[Task details] Where an entry holds an image, skip the image but reproduce the rest word for word.

[Records supplied]
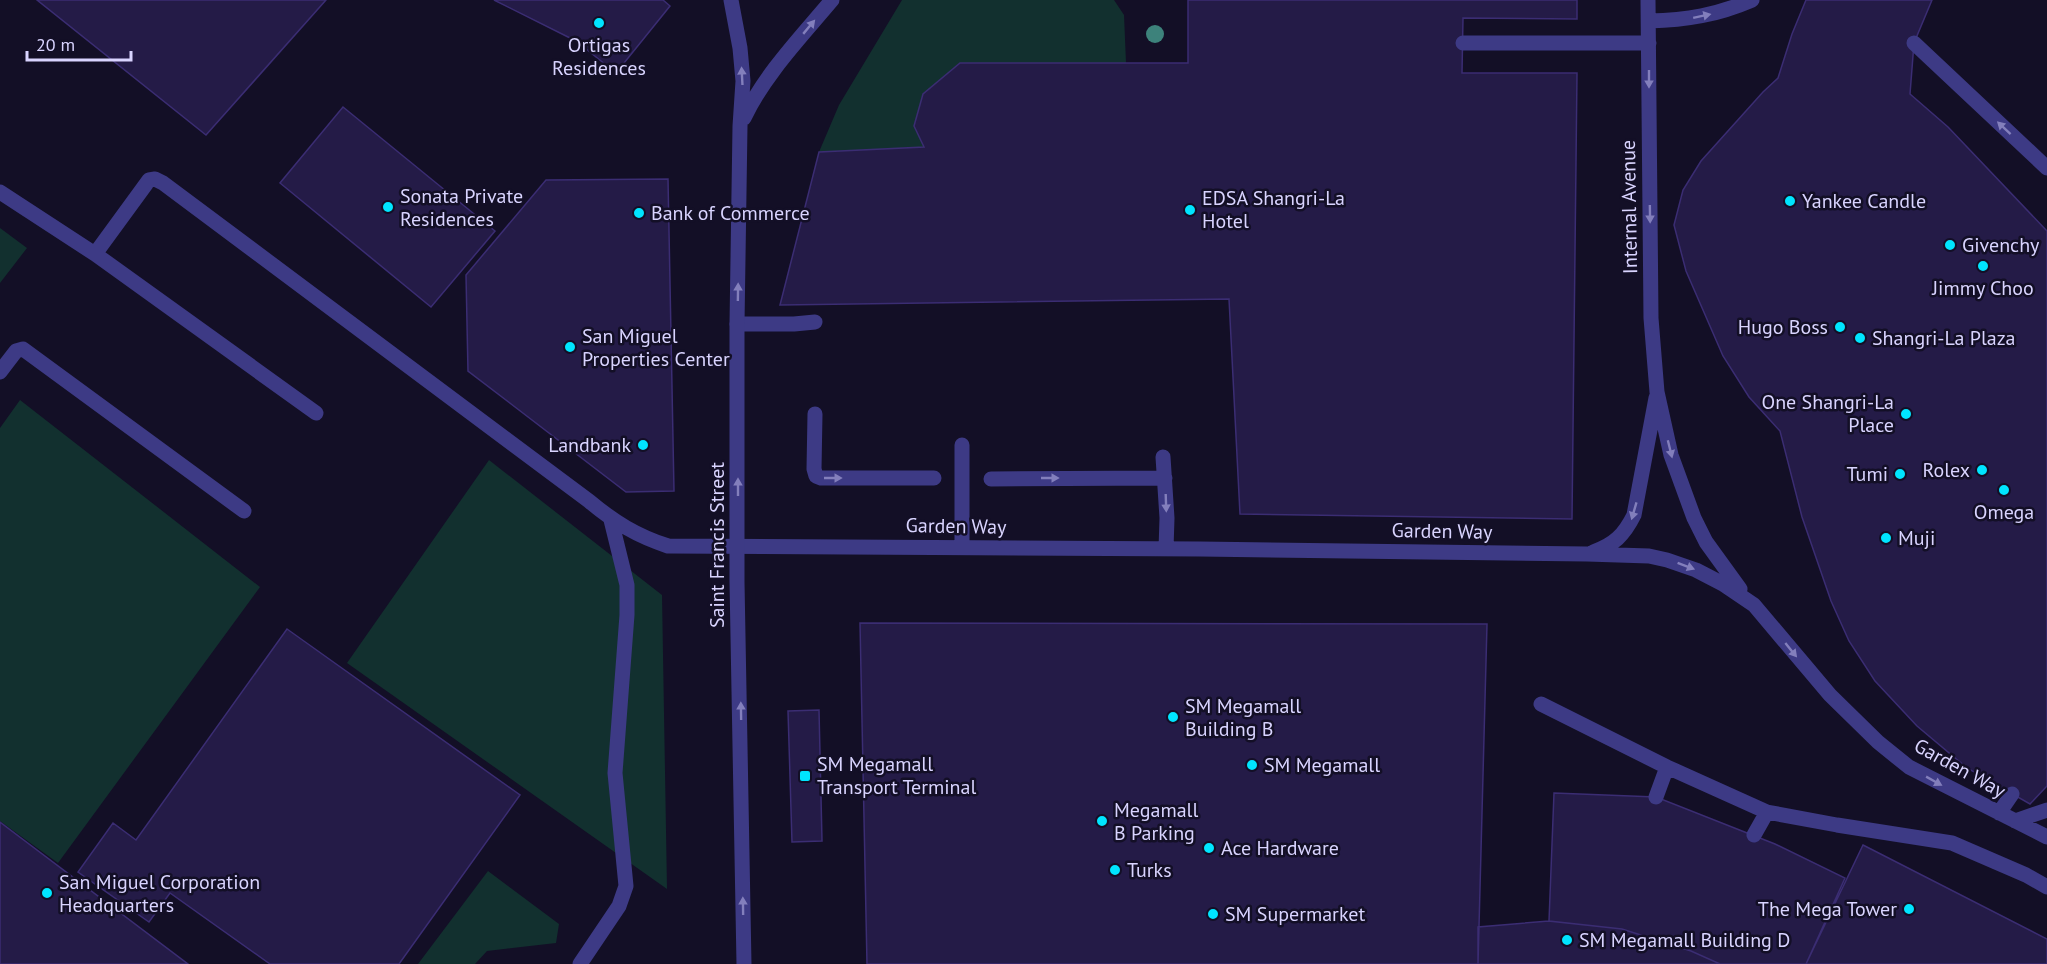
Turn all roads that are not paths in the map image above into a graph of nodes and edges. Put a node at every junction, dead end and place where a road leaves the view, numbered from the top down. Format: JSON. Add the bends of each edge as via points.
{"nodes":[{"id":1,"x":731,"y":0,"type":"edge"},
{"id":2,"x":832,"y":0,"type":"edge"},
{"id":3,"x":1648,"y":0,"type":"edge"},
{"id":4,"x":1752,"y":0,"type":"edge"},
{"id":5,"x":1649,"y":21,"type":"junction"},
{"id":6,"x":1463,"y":43,"type":"dead end"},
{"id":7,"x":1649,"y":43,"type":"junction"},
{"id":8,"x":1914,"y":43,"type":"dead end"},
{"id":9,"x":740,"y":126,"type":"junction"},
{"id":10,"x":2047,"y":168,"type":"edge"},
{"id":11,"x":0,"y":192,"type":"edge"},
{"id":12,"x":95,"y":254,"type":"junction"},
{"id":13,"x":815,"y":322,"type":"dead end"},
{"id":14,"x":737,"y":324,"type":"junction"},
{"id":15,"x":0,"y":372,"type":"edge"},
{"id":16,"x":1657,"y":392,"type":"junction"},
{"id":17,"x":316,"y":413,"type":"dead end"},
{"id":18,"x":815,"y":414,"type":"dead end"},
{"id":19,"x":962,"y":445,"type":"dead end"},
{"id":20,"x":1163,"y":457,"type":"dead end"},
{"id":21,"x":934,"y":478,"type":"dead end"},
{"id":22,"x":1165,"y":478,"type":"junction"},
{"id":23,"x":992,"y":479,"type":"dead end"},
{"id":24,"x":244,"y":511,"type":"dead end"},
{"id":25,"x":611,"y":520,"type":"junction"},
{"id":26,"x":738,"y":545,"type":"junction"},
{"id":27,"x":962,"y":547,"type":"junction"},
{"id":28,"x":1166,"y":549,"type":"junction"},
{"id":29,"x":1587,"y":554,"type":"junction"},
{"id":30,"x":1754,"y":605,"type":"junction"},
{"id":31,"x":1541,"y":704,"type":"dead end"},
{"id":32,"x":1667,"y":767,"type":"junction"},
{"id":33,"x":2012,"y":794,"type":"dead end"},
{"id":34,"x":1656,"y":796,"type":"dead end"},
{"id":35,"x":2047,"y":810,"type":"edge"},
{"id":36,"x":1767,"y":812,"type":"junction"},
{"id":37,"x":1999,"y":813,"type":"junction"},
{"id":38,"x":2014,"y":821,"type":"junction"},
{"id":39,"x":1754,"y":836,"type":"dead end"},
{"id":40,"x":2047,"y":837,"type":"edge"},
{"id":41,"x":2047,"y":887,"type":"edge"},
{"id":42,"x":579,"y":964,"type":"edge"},
{"id":43,"x":744,"y":964,"type":"edge"}],
"edges":[{"from":9,"to":1,"type":"street","name":"Saint Francis Street","one_way":true,"via":[[740,48]]},
{"from":9,"to":2,"type":"street","name":"Saint Francis Street","one_way":true,"via":[[771,73]]},
{"from":3,"to":5,"type":"street","name":"Internal Avenue"},
{"from":5,"to":4,"type":"street","one_way":true,"via":[[1682,20],[1727,11]]},
{"from":5,"to":7,"type":"street","name":"Internal Avenue"},
{"from":6,"to":7,"type":"street"},
{"from":7,"to":16,"type":"street","name":"Internal Avenue","one_way":true,"via":[[1651,318]]},
{"from":10,"to":8,"type":"street","one_way":true},
{"from":14,"to":9,"type":"street","name":"Saint Francis Street","one_way":true},
{"from":11,"to":12,"type":"street"},
{"from":12,"to":17,"type":"street"},
{"from":12,"to":25,"type":"street","name":"Garden Way","via":[[149,180],[163,183]]},
{"from":13,"to":14,"type":"street"},
{"from":26,"to":14,"type":"street","name":"Saint Francis Street","one_way":true},
{"from":15,"to":24,"type":"street","via":[[16,351],[23,349]]},
{"from":16,"to":29,"type":"street","name":"Internal Avenue","one_way":true,"via":[[1634,515],[1618,540]]},
{"from":16,"to":30,"type":"street","name":"Internal Avenue","one_way":true,"via":[[1671,455],[1694,518],[1725,571]]},
{"from":18,"to":21,"type":"street","one_way":true,"via":[[816,476]]},
{"from":19,"to":27,"type":"street"},
{"from":20,"to":22,"type":"street"},
{"from":23,"to":22,"type":"street","one_way":true},
{"from":22,"to":28,"type":"street","one_way":true},
{"from":25,"to":26,"type":"street","name":"Garden Way","via":[[630,532],[668,546]]},
{"from":25,"to":42,"type":"street","via":[[627,585],[615,773],[626,886],[619,906]]},
{"from":26,"to":27,"type":"street","name":"Garden Way"},
{"from":43,"to":26,"type":"street","name":"Saint Francis Street","one_way":true},
{"from":27,"to":28,"type":"street","name":"Garden Way"},
{"from":28,"to":29,"type":"street","name":"Garden Way"},
{"from":29,"to":30,"type":"street","name":"Garden Way","one_way":true,"via":[[1648,556],[1681,564],[1709,576]]},
{"from":30,"to":37,"type":"street","name":"Garden Way","one_way":true,"via":[[1830,695],[1878,742],[1909,767]]},
{"from":31,"to":32,"type":"street"},
{"from":32,"to":34,"type":"street"},
{"from":32,"to":36,"type":"street"},
{"from":33,"to":37,"type":"street"},
{"from":35,"to":38,"type":"street"},
{"from":36,"to":39,"type":"street"},
{"from":36,"to":41,"type":"street","via":[[1952,843]]},
{"from":37,"to":38,"type":"street","name":"Garden Way"},
{"from":38,"to":40,"type":"street","name":"Garden Way"}]}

[Answer for this exercise]
Turn all roads that are not paths in the map image above into a graph of nodes and edges. Put a node at every junction, dead end and place where a road leaves the view, numbered from the top down. Format: JSON. Add the bends of each edge as via points.
{"nodes":[{"id":1,"x":731,"y":0,"type":"edge"},
{"id":2,"x":832,"y":0,"type":"edge"},
{"id":3,"x":1648,"y":0,"type":"edge"},
{"id":4,"x":1752,"y":0,"type":"edge"},
{"id":5,"x":1649,"y":21,"type":"junction"},
{"id":6,"x":1463,"y":43,"type":"dead end"},
{"id":7,"x":1649,"y":43,"type":"junction"},
{"id":8,"x":1914,"y":43,"type":"dead end"},
{"id":9,"x":740,"y":126,"type":"junction"},
{"id":10,"x":2047,"y":168,"type":"edge"},
{"id":11,"x":0,"y":192,"type":"edge"},
{"id":12,"x":95,"y":254,"type":"junction"},
{"id":13,"x":815,"y":322,"type":"dead end"},
{"id":14,"x":737,"y":324,"type":"junction"},
{"id":15,"x":0,"y":372,"type":"edge"},
{"id":16,"x":1657,"y":392,"type":"junction"},
{"id":17,"x":316,"y":413,"type":"dead end"},
{"id":18,"x":815,"y":414,"type":"dead end"},
{"id":19,"x":962,"y":445,"type":"dead end"},
{"id":20,"x":1163,"y":457,"type":"dead end"},
{"id":21,"x":934,"y":478,"type":"dead end"},
{"id":22,"x":1165,"y":478,"type":"junction"},
{"id":23,"x":992,"y":479,"type":"dead end"},
{"id":24,"x":244,"y":511,"type":"dead end"},
{"id":25,"x":611,"y":520,"type":"junction"},
{"id":26,"x":738,"y":545,"type":"junction"},
{"id":27,"x":962,"y":547,"type":"junction"},
{"id":28,"x":1166,"y":549,"type":"junction"},
{"id":29,"x":1587,"y":554,"type":"junction"},
{"id":30,"x":1754,"y":605,"type":"junction"},
{"id":31,"x":1541,"y":704,"type":"dead end"},
{"id":32,"x":1667,"y":767,"type":"junction"},
{"id":33,"x":2012,"y":794,"type":"dead end"},
{"id":34,"x":1656,"y":796,"type":"dead end"},
{"id":35,"x":2047,"y":810,"type":"edge"},
{"id":36,"x":1767,"y":812,"type":"junction"},
{"id":37,"x":1999,"y":813,"type":"junction"},
{"id":38,"x":2014,"y":821,"type":"junction"},
{"id":39,"x":1754,"y":836,"type":"dead end"},
{"id":40,"x":2047,"y":837,"type":"edge"},
{"id":41,"x":2047,"y":887,"type":"edge"},
{"id":42,"x":579,"y":964,"type":"edge"},
{"id":43,"x":744,"y":964,"type":"edge"}],
"edges":[{"from":9,"to":1,"type":"street","name":"Saint Francis Street","one_way":true,"via":[[740,48]]},
{"from":9,"to":2,"type":"street","name":"Saint Francis Street","one_way":true,"via":[[771,73]]},
{"from":3,"to":5,"type":"street","name":"Internal Avenue"},
{"from":5,"to":4,"type":"street","one_way":true,"via":[[1682,20],[1727,11]]},
{"from":5,"to":7,"type":"street","name":"Internal Avenue"},
{"from":6,"to":7,"type":"street"},
{"from":7,"to":16,"type":"street","name":"Internal Avenue","one_way":true,"via":[[1651,318]]},
{"from":10,"to":8,"type":"street","one_way":true},
{"from":14,"to":9,"type":"street","name":"Saint Francis Street","one_way":true},
{"from":11,"to":12,"type":"street"},
{"from":12,"to":17,"type":"street"},
{"from":12,"to":25,"type":"street","name":"Garden Way","via":[[149,180],[163,183]]},
{"from":13,"to":14,"type":"street"},
{"from":26,"to":14,"type":"street","name":"Saint Francis Street","one_way":true},
{"from":15,"to":24,"type":"street","via":[[16,351],[23,349]]},
{"from":16,"to":29,"type":"street","name":"Internal Avenue","one_way":true,"via":[[1634,515],[1618,540]]},
{"from":16,"to":30,"type":"street","name":"Internal Avenue","one_way":true,"via":[[1671,455],[1694,518],[1725,571]]},
{"from":18,"to":21,"type":"street","one_way":true,"via":[[816,476]]},
{"from":19,"to":27,"type":"street"},
{"from":20,"to":22,"type":"street"},
{"from":23,"to":22,"type":"street","one_way":true},
{"from":22,"to":28,"type":"street","one_way":true},
{"from":25,"to":26,"type":"street","name":"Garden Way","via":[[630,532],[668,546]]},
{"from":25,"to":42,"type":"street","via":[[627,585],[615,773],[626,886],[619,906]]},
{"from":26,"to":27,"type":"street","name":"Garden Way"},
{"from":43,"to":26,"type":"street","name":"Saint Francis Street","one_way":true},
{"from":27,"to":28,"type":"street","name":"Garden Way"},
{"from":28,"to":29,"type":"street","name":"Garden Way"},
{"from":29,"to":30,"type":"street","name":"Garden Way","one_way":true,"via":[[1648,556],[1681,564],[1709,576]]},
{"from":30,"to":37,"type":"street","name":"Garden Way","one_way":true,"via":[[1830,695],[1878,742],[1909,767]]},
{"from":31,"to":32,"type":"street"},
{"from":32,"to":34,"type":"street"},
{"from":32,"to":36,"type":"street"},
{"from":33,"to":37,"type":"street"},
{"from":35,"to":38,"type":"street"},
{"from":36,"to":39,"type":"street"},
{"from":36,"to":41,"type":"street","via":[[1952,843]]},
{"from":37,"to":38,"type":"street","name":"Garden Way"},
{"from":38,"to":40,"type":"street","name":"Garden Way"}]}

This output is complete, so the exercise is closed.